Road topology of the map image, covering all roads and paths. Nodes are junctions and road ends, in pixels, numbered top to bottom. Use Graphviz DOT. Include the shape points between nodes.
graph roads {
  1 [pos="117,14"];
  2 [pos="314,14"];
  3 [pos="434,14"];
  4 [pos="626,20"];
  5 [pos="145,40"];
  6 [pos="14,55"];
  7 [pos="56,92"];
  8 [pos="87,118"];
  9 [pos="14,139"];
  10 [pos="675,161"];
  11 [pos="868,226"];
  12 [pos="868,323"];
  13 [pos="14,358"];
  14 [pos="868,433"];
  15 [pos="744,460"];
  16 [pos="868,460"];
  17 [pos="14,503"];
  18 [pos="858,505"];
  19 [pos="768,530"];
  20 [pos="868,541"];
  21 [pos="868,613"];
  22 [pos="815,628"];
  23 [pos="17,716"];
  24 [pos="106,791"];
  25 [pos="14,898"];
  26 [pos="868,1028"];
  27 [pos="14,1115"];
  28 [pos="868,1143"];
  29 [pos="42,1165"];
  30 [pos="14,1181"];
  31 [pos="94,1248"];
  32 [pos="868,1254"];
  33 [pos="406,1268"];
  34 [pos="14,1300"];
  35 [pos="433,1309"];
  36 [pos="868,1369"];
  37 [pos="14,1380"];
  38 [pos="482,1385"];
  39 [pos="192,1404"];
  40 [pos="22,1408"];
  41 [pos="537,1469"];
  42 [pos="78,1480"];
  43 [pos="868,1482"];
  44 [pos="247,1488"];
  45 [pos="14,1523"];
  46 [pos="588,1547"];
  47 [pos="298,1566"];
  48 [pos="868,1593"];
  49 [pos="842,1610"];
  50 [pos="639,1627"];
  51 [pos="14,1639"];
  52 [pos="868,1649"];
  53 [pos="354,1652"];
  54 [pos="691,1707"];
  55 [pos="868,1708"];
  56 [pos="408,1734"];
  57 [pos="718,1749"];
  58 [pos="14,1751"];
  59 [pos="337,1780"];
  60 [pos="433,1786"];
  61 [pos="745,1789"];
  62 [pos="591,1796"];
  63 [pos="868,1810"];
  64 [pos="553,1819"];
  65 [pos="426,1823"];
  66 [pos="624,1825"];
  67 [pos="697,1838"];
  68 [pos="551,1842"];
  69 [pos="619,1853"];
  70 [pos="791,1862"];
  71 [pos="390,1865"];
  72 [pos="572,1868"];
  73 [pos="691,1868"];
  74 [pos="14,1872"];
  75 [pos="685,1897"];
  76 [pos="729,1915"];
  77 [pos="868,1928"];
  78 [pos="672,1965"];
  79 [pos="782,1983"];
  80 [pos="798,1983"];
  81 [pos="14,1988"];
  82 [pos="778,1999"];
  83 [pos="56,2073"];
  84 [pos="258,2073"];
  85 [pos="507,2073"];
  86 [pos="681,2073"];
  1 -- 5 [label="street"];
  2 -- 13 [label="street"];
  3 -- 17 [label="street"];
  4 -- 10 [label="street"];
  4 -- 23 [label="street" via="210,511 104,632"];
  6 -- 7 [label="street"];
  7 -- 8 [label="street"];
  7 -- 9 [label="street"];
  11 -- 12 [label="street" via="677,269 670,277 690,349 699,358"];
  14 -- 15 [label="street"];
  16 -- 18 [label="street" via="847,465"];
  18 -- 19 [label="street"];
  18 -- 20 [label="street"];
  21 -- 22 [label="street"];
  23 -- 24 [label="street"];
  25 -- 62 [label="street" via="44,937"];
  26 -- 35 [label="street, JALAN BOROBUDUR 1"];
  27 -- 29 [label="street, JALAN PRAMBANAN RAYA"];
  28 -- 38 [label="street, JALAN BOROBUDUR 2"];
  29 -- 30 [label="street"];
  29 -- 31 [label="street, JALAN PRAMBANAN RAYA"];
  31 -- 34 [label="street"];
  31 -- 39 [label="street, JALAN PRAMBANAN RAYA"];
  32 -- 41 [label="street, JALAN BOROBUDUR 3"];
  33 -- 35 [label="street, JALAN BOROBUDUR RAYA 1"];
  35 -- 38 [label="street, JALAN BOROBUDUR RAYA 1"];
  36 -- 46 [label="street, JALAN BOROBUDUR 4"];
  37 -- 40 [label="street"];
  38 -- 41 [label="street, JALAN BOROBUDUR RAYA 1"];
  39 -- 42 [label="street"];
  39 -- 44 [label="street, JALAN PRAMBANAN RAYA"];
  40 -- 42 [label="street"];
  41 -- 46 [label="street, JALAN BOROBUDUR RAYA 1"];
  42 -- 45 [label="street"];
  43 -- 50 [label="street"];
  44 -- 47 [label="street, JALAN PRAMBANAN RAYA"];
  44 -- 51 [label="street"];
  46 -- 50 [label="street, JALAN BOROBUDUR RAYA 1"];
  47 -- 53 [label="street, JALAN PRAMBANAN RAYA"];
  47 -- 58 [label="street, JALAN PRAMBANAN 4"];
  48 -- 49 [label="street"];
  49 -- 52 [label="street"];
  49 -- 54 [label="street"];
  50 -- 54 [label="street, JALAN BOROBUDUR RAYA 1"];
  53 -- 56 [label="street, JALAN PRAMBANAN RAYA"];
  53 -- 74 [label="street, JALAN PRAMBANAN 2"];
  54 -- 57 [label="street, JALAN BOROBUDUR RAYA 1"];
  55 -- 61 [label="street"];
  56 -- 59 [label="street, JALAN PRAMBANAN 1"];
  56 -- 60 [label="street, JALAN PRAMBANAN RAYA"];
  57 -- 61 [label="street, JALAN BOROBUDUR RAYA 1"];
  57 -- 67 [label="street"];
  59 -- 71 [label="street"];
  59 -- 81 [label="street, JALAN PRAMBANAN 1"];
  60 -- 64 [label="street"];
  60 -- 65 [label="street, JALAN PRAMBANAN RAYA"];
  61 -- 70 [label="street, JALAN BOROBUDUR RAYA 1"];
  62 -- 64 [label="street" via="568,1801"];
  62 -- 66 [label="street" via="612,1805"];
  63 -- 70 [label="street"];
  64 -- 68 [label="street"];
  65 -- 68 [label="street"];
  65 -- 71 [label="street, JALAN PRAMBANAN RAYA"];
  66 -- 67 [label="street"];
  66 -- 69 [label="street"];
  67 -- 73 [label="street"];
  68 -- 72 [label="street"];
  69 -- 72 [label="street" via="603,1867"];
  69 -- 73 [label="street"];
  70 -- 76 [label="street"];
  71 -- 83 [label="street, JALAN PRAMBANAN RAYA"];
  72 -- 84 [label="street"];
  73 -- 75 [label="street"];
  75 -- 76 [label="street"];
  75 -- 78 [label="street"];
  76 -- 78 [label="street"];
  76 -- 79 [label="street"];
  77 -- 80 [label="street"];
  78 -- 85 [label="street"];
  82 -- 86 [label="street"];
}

-------

▶ [YOUR TASK]: Over the whole listing above, how many lines contain the string "roads"? The answer is that number alone.

▶ [SOLVED PROBLEM]: 2